Using Amazon S3 and AWS EC2 as Cloud Backup Storage
Amazon provides compute and storage services in the cloud. Different AWS services can be used to store backups in the cloud and ensure that data is protected, including Amazon EC2 and Amazon S3. However, these services differ in how they work and which backup data they can store and how.
This blog post explains how EBS volumes attached to Amazon EC2 instances and Amazon S3 can be used to store backup data.
Note: This post is not a full comparison of EC2 and S3, as EC2 is a cloud computing platform used for running workloads in the cloud. Instead, it focuses on Elastic Block Storage (EBS) used for storing EC2 data and compares it with S3.

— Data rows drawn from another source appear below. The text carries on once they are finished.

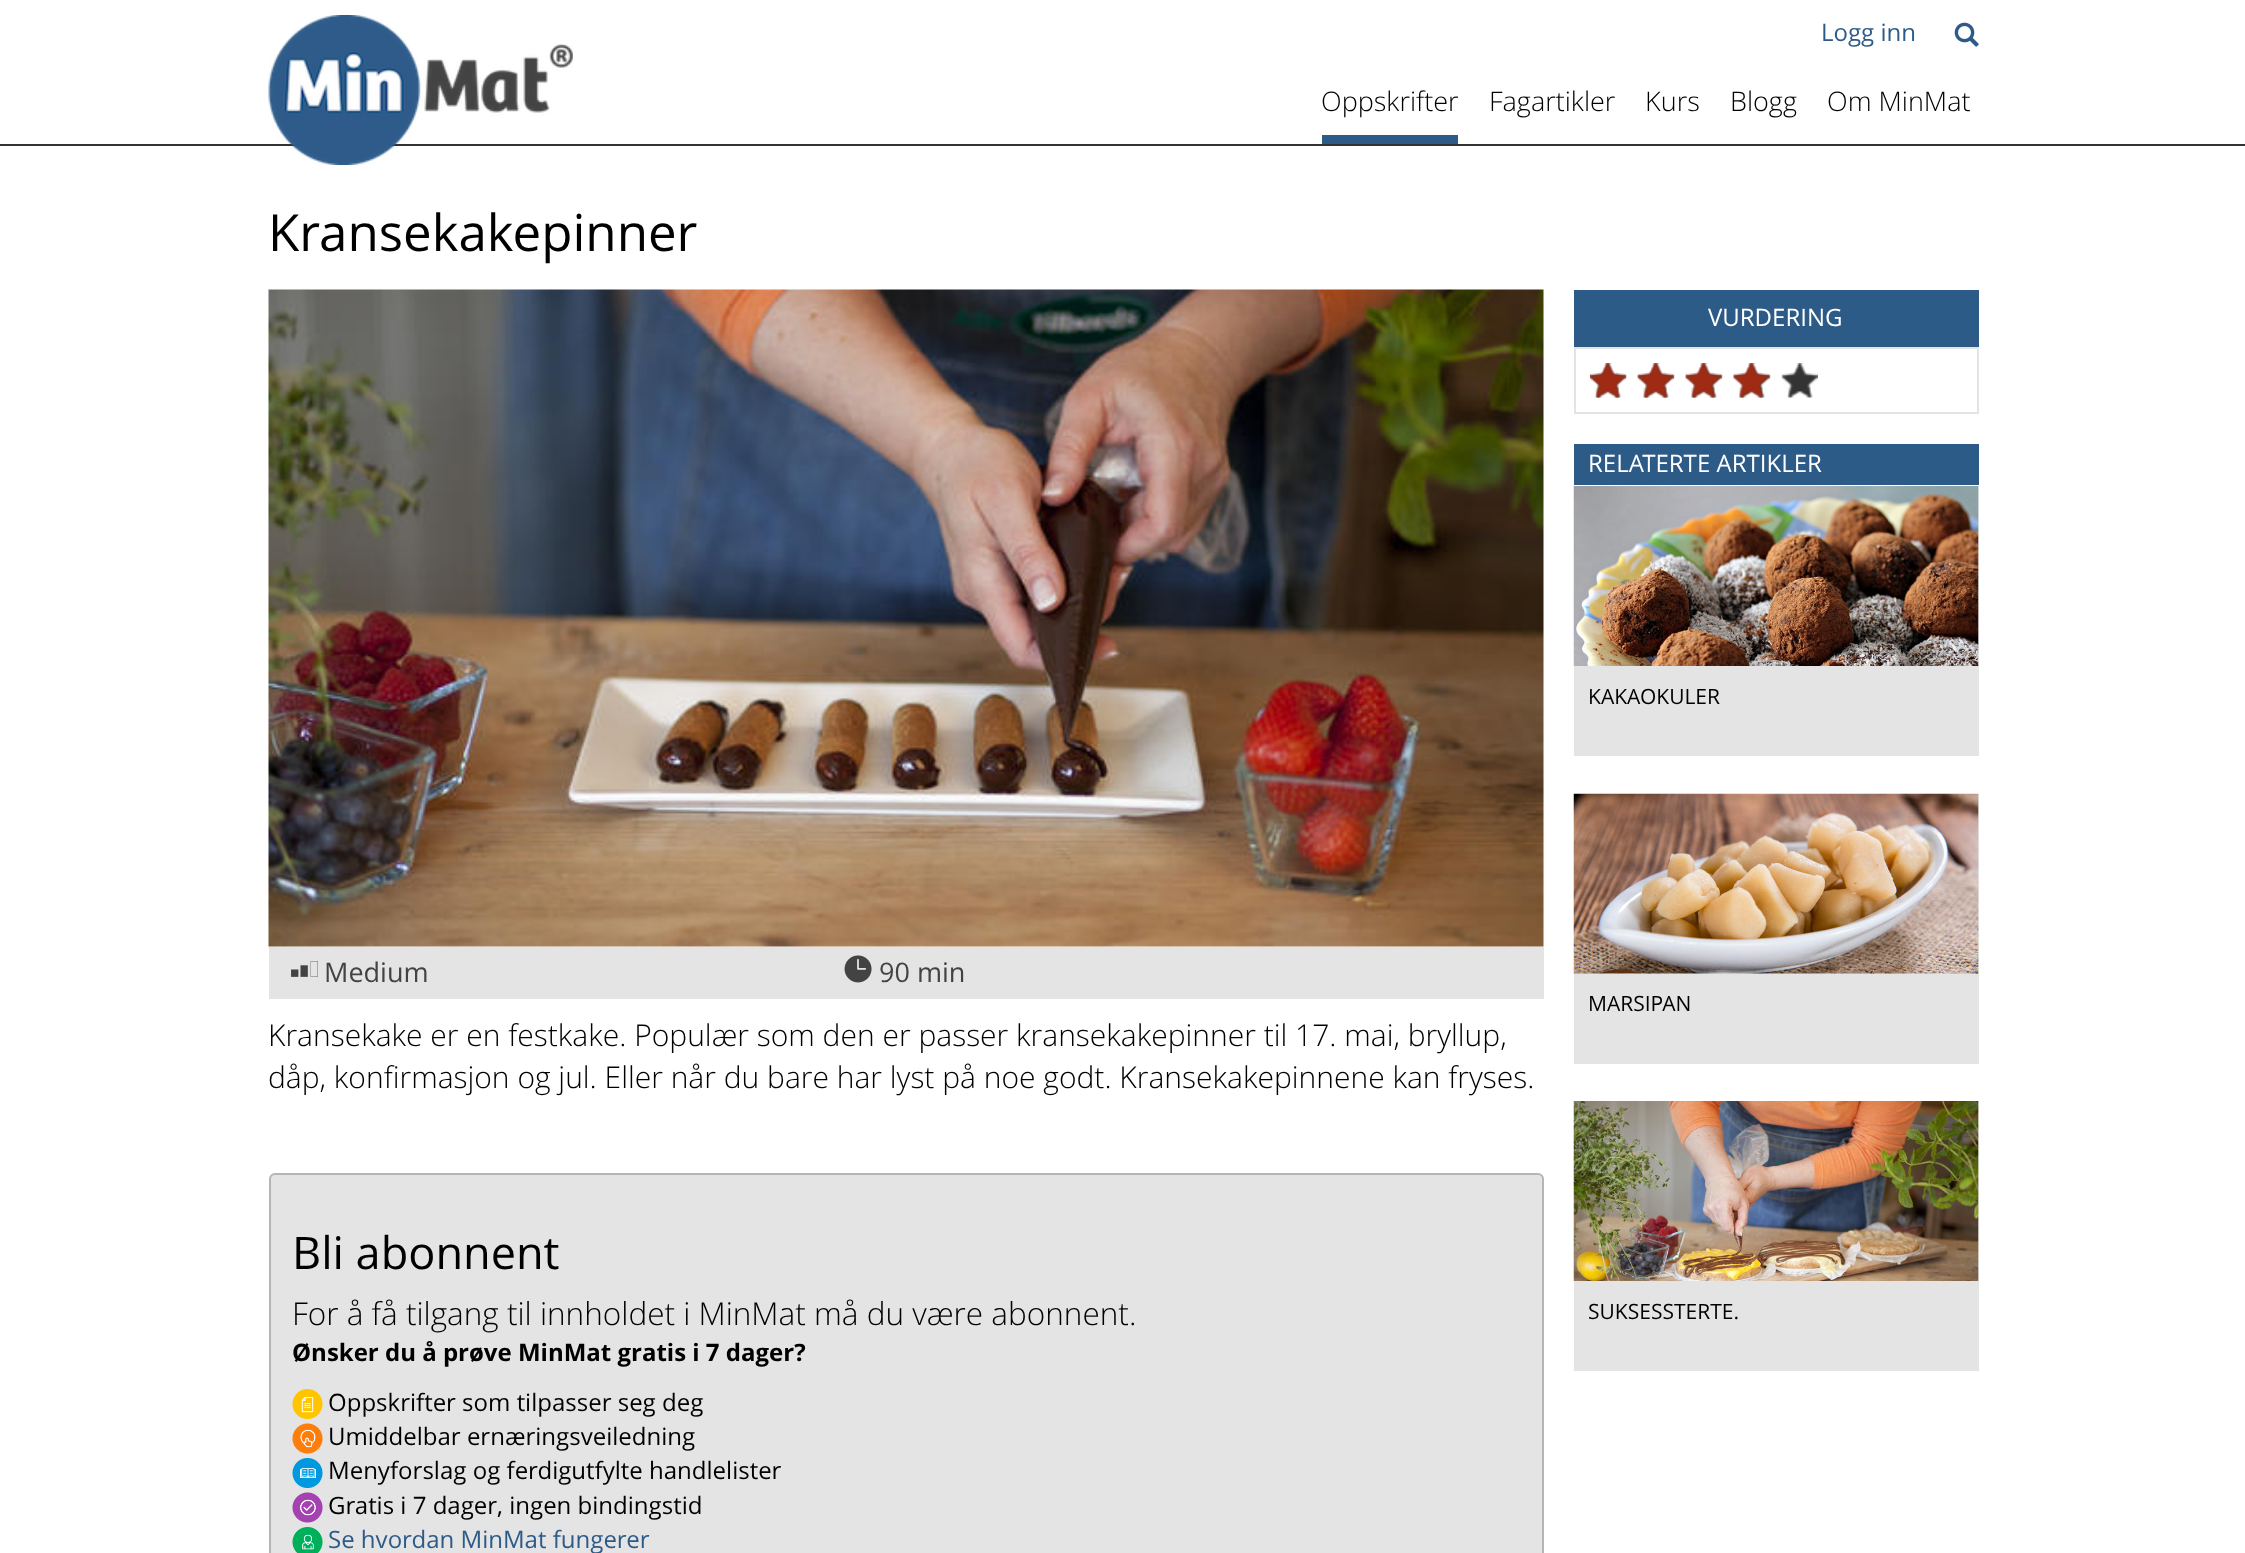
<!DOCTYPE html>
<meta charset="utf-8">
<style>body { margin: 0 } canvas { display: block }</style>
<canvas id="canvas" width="2245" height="1553"></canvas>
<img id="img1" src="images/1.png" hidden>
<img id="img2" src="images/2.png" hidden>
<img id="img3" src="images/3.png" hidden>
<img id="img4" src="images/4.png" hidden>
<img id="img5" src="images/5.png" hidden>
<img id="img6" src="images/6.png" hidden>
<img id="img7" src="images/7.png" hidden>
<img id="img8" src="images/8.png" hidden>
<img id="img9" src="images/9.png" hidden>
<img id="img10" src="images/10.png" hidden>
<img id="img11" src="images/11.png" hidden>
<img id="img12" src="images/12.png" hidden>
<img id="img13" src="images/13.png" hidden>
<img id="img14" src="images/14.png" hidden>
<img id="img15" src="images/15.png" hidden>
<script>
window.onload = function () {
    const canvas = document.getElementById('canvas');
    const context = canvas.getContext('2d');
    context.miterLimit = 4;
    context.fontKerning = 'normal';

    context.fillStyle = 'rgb(255, 255, 255)';
    context.fillRect(0, 0, 2245, 1553);
    context.fillStyle = 'rgb(51, 51, 51)';
    context.fillRect(0, 144, 2245, 2);
    context.drawImage(document.getElementById('img1'), 268, 15, 305, 150);
    context.drawImage(document.getElementById('img2'), 1954, 22, 25, 25);
    context.fillStyle = 'rgb(45, 91, 136)';
    context.fillRect(1322, 135, 136, 9);
    context.drawImage(document.getElementById('img3'), 268, 289, 1276, 658);
    context.fillStyle = 'rgb(228, 228, 228)';
    context.fillRect(269, 947, 1275, 52);
    context.drawImage(document.getElementById('img4'), 291, 961, 27, 16);
    context.drawImage(document.getElementById('img5'), 844, 955, 28, 28);
    context.beginPath();
    context.roundRect(270, 1174, 1273, 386, 5);
    context.fill();
    context.strokeStyle = 'rgb(181, 181, 181)';
    context.lineWidth = 2;
    context.stroke();
    context.drawImage(document.getElementById('img6'), 292, 1389, 31, 30);
    context.drawImage(document.getElementById('img7'), 292, 1423, 31, 31);
    context.drawImage(document.getElementById('img8'), 292, 1458, 31, 30);
    context.drawImage(document.getElementById('img9'), 292, 1492, 31, 31);
    context.drawImage(document.getElementById('img10'), 292, 1527, 31, 26);
    context.fillStyle = 'rgb(45, 91, 136)';
    context.fillRect(1574, 290, 405, 57);
    context.strokeStyle = 'rgb(228, 228, 228)';
    context.strokeRect(1575, 348, 403, 65);
    context.drawImage(document.getElementById('img11'), 1590, 363, 228, 35);
    context.drawImage(document.getElementById('img12'), 1590, 363, 180, 35);
    context.fillRect(1574, 444, 405, 41);
    context.fillStyle = 'rgb(228, 228, 228)';
    context.fillRect(1574, 486, 405, 270);
    context.drawImage(document.getElementById('img13'), 1573, 486, 406, 180);
    context.fillRect(1574, 794, 405, 270);
    context.drawImage(document.getElementById('img14'), 1573, 793, 406, 181);
    context.fillRect(1574, 1101, 405, 270);
    context.drawImage(document.getElementById('img15'), 1573, 1101, 406, 180);
    context.font = '24px Open Sans';
    context.fillStyle = 'rgb(45, 91, 136)';
    context.fillText('Logg inn', 1821, 41);
    context.font = '300 27px Open Sans';
    context.fillStyle = 'rgb(0, 0, 0)';
    context.fillText('Oppskrifter', 1321, 111);
    context.fillText('Fagartikler', 1489, 111);
    context.fillText('Kurs', 1645, 111);
    context.fillText('Blogg', 1730, 111);
    context.fillText('Om MinMat', 1827, 111);
    context.font = '51px Open Sans';
    context.fillText('Kransekakepinner', 268, 251);
    context.font = '27px Open Sans';
    context.fillStyle = 'rgb(67, 67, 67)';
    context.fillText('Medium', 324, 982);
    context.fillText('90 min', 879, 982);
    context.font = '300 30px Open Sans';
    context.fillStyle = 'rgb(0, 0, 0)';
    context.fillText('Kransekake er en festkake. Populær som den er passer kransekakepinner til 17. mai, bryllup,', 268, 1046);
    context.fillText('dåp, konfirmasjon og jul. Eller når du bare har lyst på noe godt. Kransekakepinnene kan fryses.', 268, 1088);
    context.font = '45px Open Sans';
    context.fillText('Bli abonnent', 292, 1269);
    context.font = '300 31.5px Open Sans';
    context.fillText('For å få tilgang til innholdet i MinMat må du være abonnent.', 292, 1325);
    context.font = 'bold 24px Open Sans';
    context.fillText('Ønsker du å prøve MinMat gratis i 7 dager?', 292, 1361);
    context.font = '24px Open Sans';
    context.fillText('Oppskrifter som tilpasser seg deg', 328, 1411);
    context.fillText('Umiddelbar ernæringsveiledning', 328, 1445);
    context.fillText('Menyforslag og ferdigutfylte handlelister', 328, 1479);
    context.fillText('Gratis i 7 dager, ingen bindingstid', 328, 1514);
    context.fillStyle = 'rgb(45, 91, 136)';
    context.fillText('Se hvordan MinMat fungerer', 328, 1548);
    context.fillStyle = 'rgb(255, 255, 255)';
    context.fillText('VURDERING', 1708, 326);
    context.fillText('RELATERTE ARTIKLER', 1588, 472);
    context.font = '21px Open Sans';
    context.fillStyle = 'rgb(0, 0, 0)';
    context.fillText('KAKAOKULER', 1588, 704);
    context.fillText('MARSIPAN', 1588, 1011);
    context.fillText('SUKSESSTERTE.', 1588, 1319);
};
</script>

Why Use AWS for Data Backup
According to the 3-2-1 backup rule, you should maintain at least three copies of critical data, one of which should be stored offsite. Cloud storage, including Amazon S3 and EBS volumes in Amazon EC2 instances can be used as offsite storage for backup data. But how and when to use them? Let’s start by going over what the two AWS services offer.
- Amazon EC2 (Elastic Cloud Computing) instances are virtual machines running in the AWS cloud on AWS servers and in AWS data centers. The container that stores instance data is called an EBS (Elastic Block Storage) volume, which is the equivalent of a virtual disk.
EBS volumes are classified as block storage as the basic unit of data storage is a block. EBS volumes are connected to instances and store the primary data of these instances. You can choose between hard disk drives (HDD) and solid-state drives (SSD) for EBS volumes.
- Amazon S3 (Simple Storage Service) is the AWS object storage service. The container used to store data is called a bucket. Data is stored in buckets as objects and not as blocks. Object-based storage allows the use of versioning, which is a useful feature for data recovery.
Using Amazon EC2 for Recovery of Workloads
Amazon EC2 instances can be used for cloud recovery of on-premises virtual machines when a local production data center becomes unavailable. To be prepared for such a scenario, you should migrate local workloads to the cloud using backups or replicas as part of a disaster recovery plan.
In a disaster scenario, replication to EC2 is preferable to backups. Resuming the operation of applications and servers using replicas requires less time than using backups (that is, lower RTO). For example, you can replicate databases from on-premises servers or VMs to EC2 instances and perform almost instant failover when you need to recover from a disaster.
EBS volumes used by EC2 instances provide high-speed block storage. Below are some advantages and disadvantages of using EBS volumes for backup and restore.
- Advantages: EBS can be used for high-performance workloads. Data can be copied with high speed from one EBS volume to another. You can also achieve a better database performance with EBS volumes of EC2 instances than with Amazon S3 storage.
If you need to transfer data from your local (on-premises) servers, the internet connection speed is a bottleneck, and using Amazon S3 may be more rational in this case.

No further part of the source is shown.